Böylece kendiliğinden gelişen toplumsal uzlaşmayı başörtüsünü ‘türban’ biçiminde özel bir tanımlama ile siyasi simge yapıp yasak ilan ettiler. Genç ve çocukların dine yönelmesini tehdit olarak algıladılar. Toplumda kin, nefret, düşmanlık duygularını artırmayı yöntem sandılar.
TSK doktrin subayları din denildiğinde hemen “sadece laikliği anlamayı ve sosyolojik boyutu düşünmemeyi” artık bırakmalılar. Gerçek çağdaş böyle olunur. İstiklal savaşı dini gerekçelerle gerçekleşmişti. Kazım Karabekir’in tanımlaması ile istiklalini kazanan Türkiye hürriyetini kaybetmişti. Din ve vicdan hürriyeti ancak toplumun sessiz ilerleyişi ile bu noktaya geldi. Tek direnen “Din devleti korkusu”ndan kurtulamayan TSK’ nın bazı elitleri oldu.
CHP tarihinin en açık ve net konuşmasını yaptı. İsmet Paşa Allaha ısmarladık bile demiyordu. Toplumun değerlerini farkına varılması önemli bir gelişmeydi.
Aslında toplumda dini duyarlılığı olan sosyolojik katmanların azim, sebat ve kararlılıkla soğukkanlı, sağduyulu duruş göstermesi bu sonucu doğurmuştur.
TSK doktrin subayları artık bu gerçeği görmeliler. Bugün görülmezse yarın görülecektir. Çünkü TSK toplumun üzerinde değildir, toplumun bir parçasıdır. TSK’nın topluma borcunu ödemesini bekliyoruz.
Toplum mühendisliği Hitler döneminin yadigarı bir uygulamadır.
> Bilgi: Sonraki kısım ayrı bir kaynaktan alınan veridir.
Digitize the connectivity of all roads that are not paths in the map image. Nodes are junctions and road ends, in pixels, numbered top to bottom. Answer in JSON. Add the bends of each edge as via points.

Genelkurmay karargahı işini gücünü bırakmış iç tehdit diyerek hem dinle hem de siyasetle uğraşıyor. Din siyasete karışmasın diyerek siyasetin dine karışmasına fikir üretiyor.
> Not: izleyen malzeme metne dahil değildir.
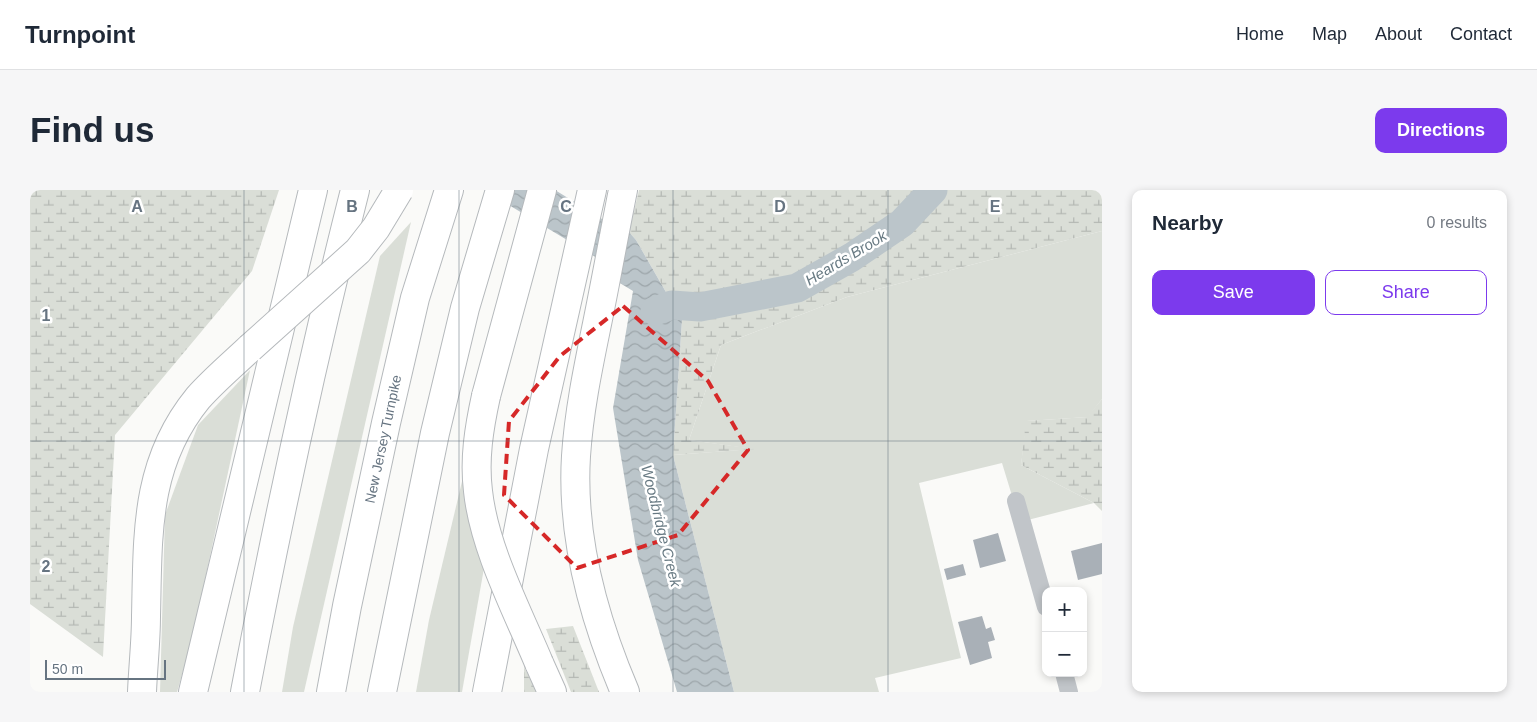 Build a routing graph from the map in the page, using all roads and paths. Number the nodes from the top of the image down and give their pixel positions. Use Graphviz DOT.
graph roads {
  1 [pos="312,190"];
  2 [pos="355,190"];
  3 [pos="399,190"];
  4 [pos="449,190"];
  5 [pos="542,190"];
  6 [pos="623,190"];
  7 [pos="499,195"];
  8 [pos="590,199"];
  9 [pos="1016,501"];
  10 [pos="1042,593"];
  11 [pos="1065,677"];
  12 [pos="142,692"];
  13 [pos="193,692"];
  14 [pos="245,692"];
  15 [pos="331,692"];
  16 [pos="382,692"];
  17 [pos="487,692"];
  18 [pos="552,692"];
  19 [pos="625,692"];
  20 [pos="1069,692"];
  1 -- 13 [label="highway"];
  2 -- 14 [label="highway"];
  3 -- 12 [label="highway, bridge"];
  4 -- 15 [label="highway, New Jersey Turnpike"];
  5 -- 18 [label="highway, bridge"];
  6 -- 19 [label="highway"];
  7 -- 16 [label="highway"];
  8 -- 17 [label="highway"];
  9 -- 10 [label="street"];
  11 -- 20 [label="street"];
} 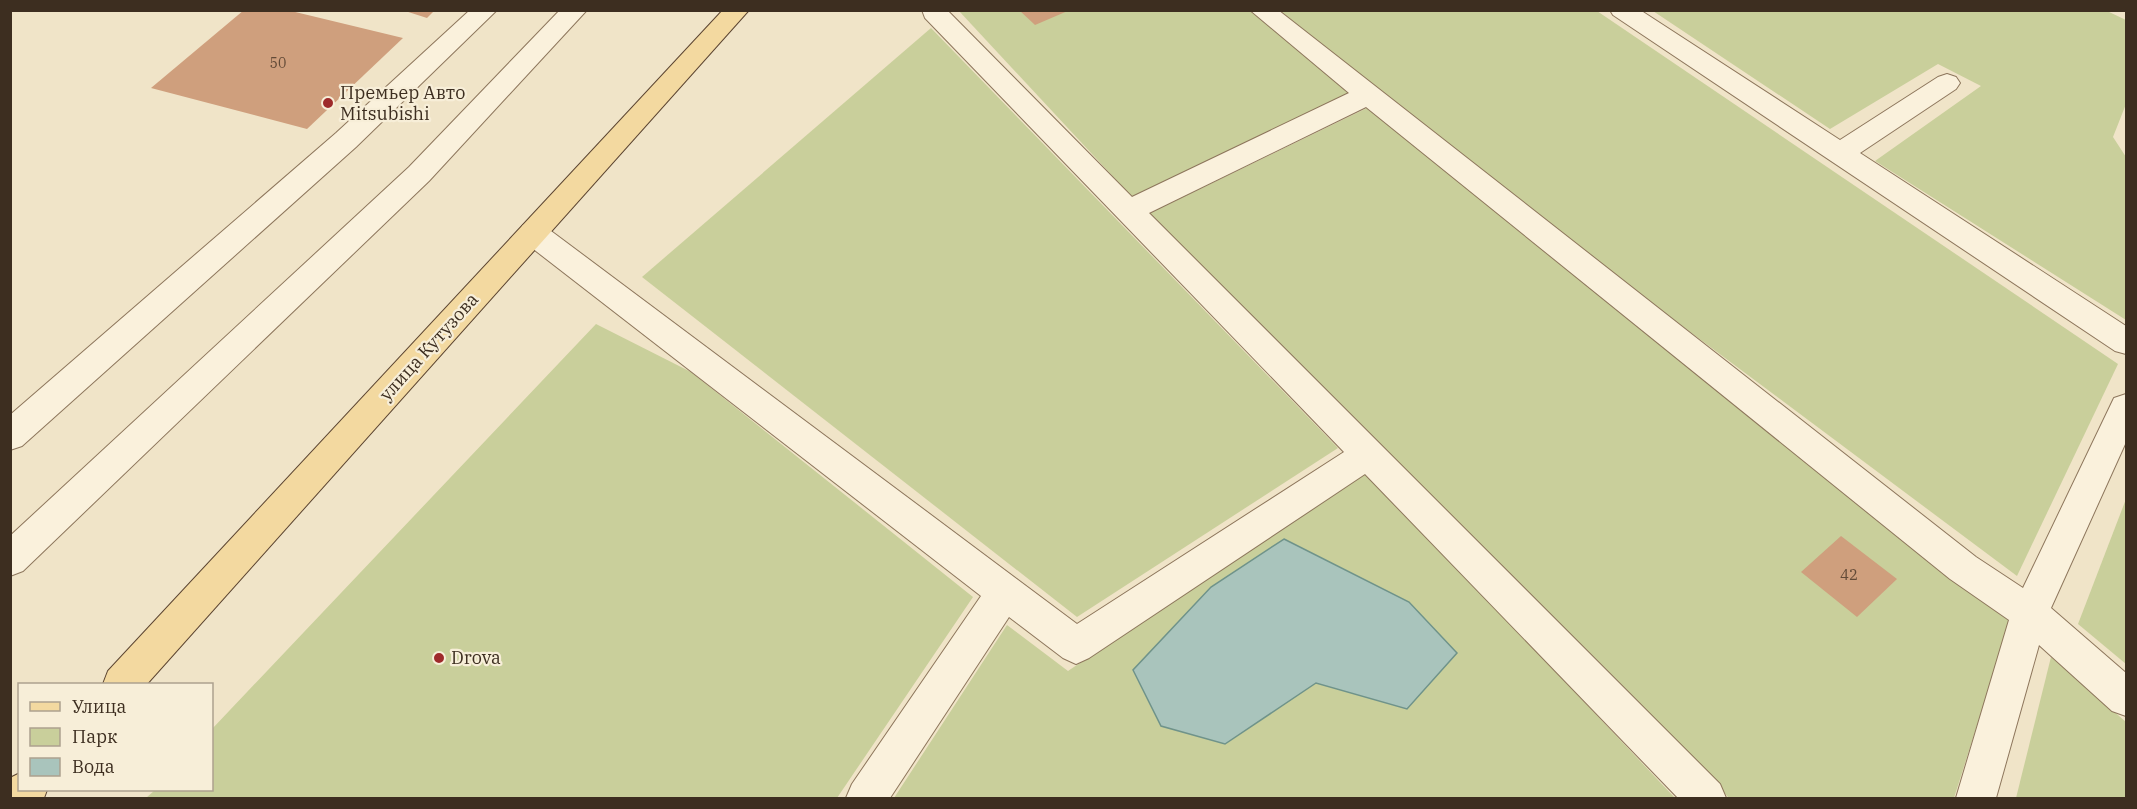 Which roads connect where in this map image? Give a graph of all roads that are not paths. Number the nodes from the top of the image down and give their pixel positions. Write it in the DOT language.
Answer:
graph roads {
  1 [pos="485,10"];
  2 [pos="575,10"];
  3 [pos="737,10"];
  4 [pos="935,10"];
  5 [pos="1262,10"];
  6 [pos="1622,10"];
  7 [pos="1947,83"];
  8 [pos="1368,95"];
  9 [pos="1840,153"];
  10 [pos="1128,211"];
  11 [pos="533,233"];
  12 [pos="2127,342"];
  13 [pos="2127,407"];
  14 [pos="10,436"];
  15 [pos="1368,454"];
  16 [pos="10,560"];
  17 [pos="1004,592"];
  18 [pos="2030,613"];
  19 [pos="124,683"];
  20 [pos="2127,698"];
  21 [pos="866,798"];
  22 [pos="1706,798"];
  23 [pos="1976,798"];
  1 -- 14 [label="lane"];
  2 -- 16 [label="lane"];
  3 -- 11 [label="main road, улица Кутузова"];
  4 -- 10 [label="lane"];
  5 -- 8 [label="lane"];
  6 -- 9 [label="lane"];
  7 -- 9 [label="lane"];
  8 -- 10 [label="lane"];
  8 -- 18 [label="lane"];
  9 -- 12 [label="lane"];
  10 -- 15 [label="lane"];
  11 -- 17 [label="lane"];
  11 -- 19 [label="main road, улица Кутузова"];
  13 -- 18 [label="lane"];
  15 -- 17 [label="lane"];
  15 -- 22 [label="lane"];
  17 -- 21 [label="lane"];
  18 -- 20 [label="lane"];
  18 -- 23 [label="lane"];
}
İç siyasetle ilgili bir bilgi basına yansıdığında Genelkurmay koridorlarında kim sızdırdı paniği görüntüleri artık bitmeli. Halkının bir kesimini düşman gören algı hastalıklı algıdır. TSK’nın bölünme ve yıpranmasına engel olmak isteyenler bu görüşü ciddiye almalıdırlar.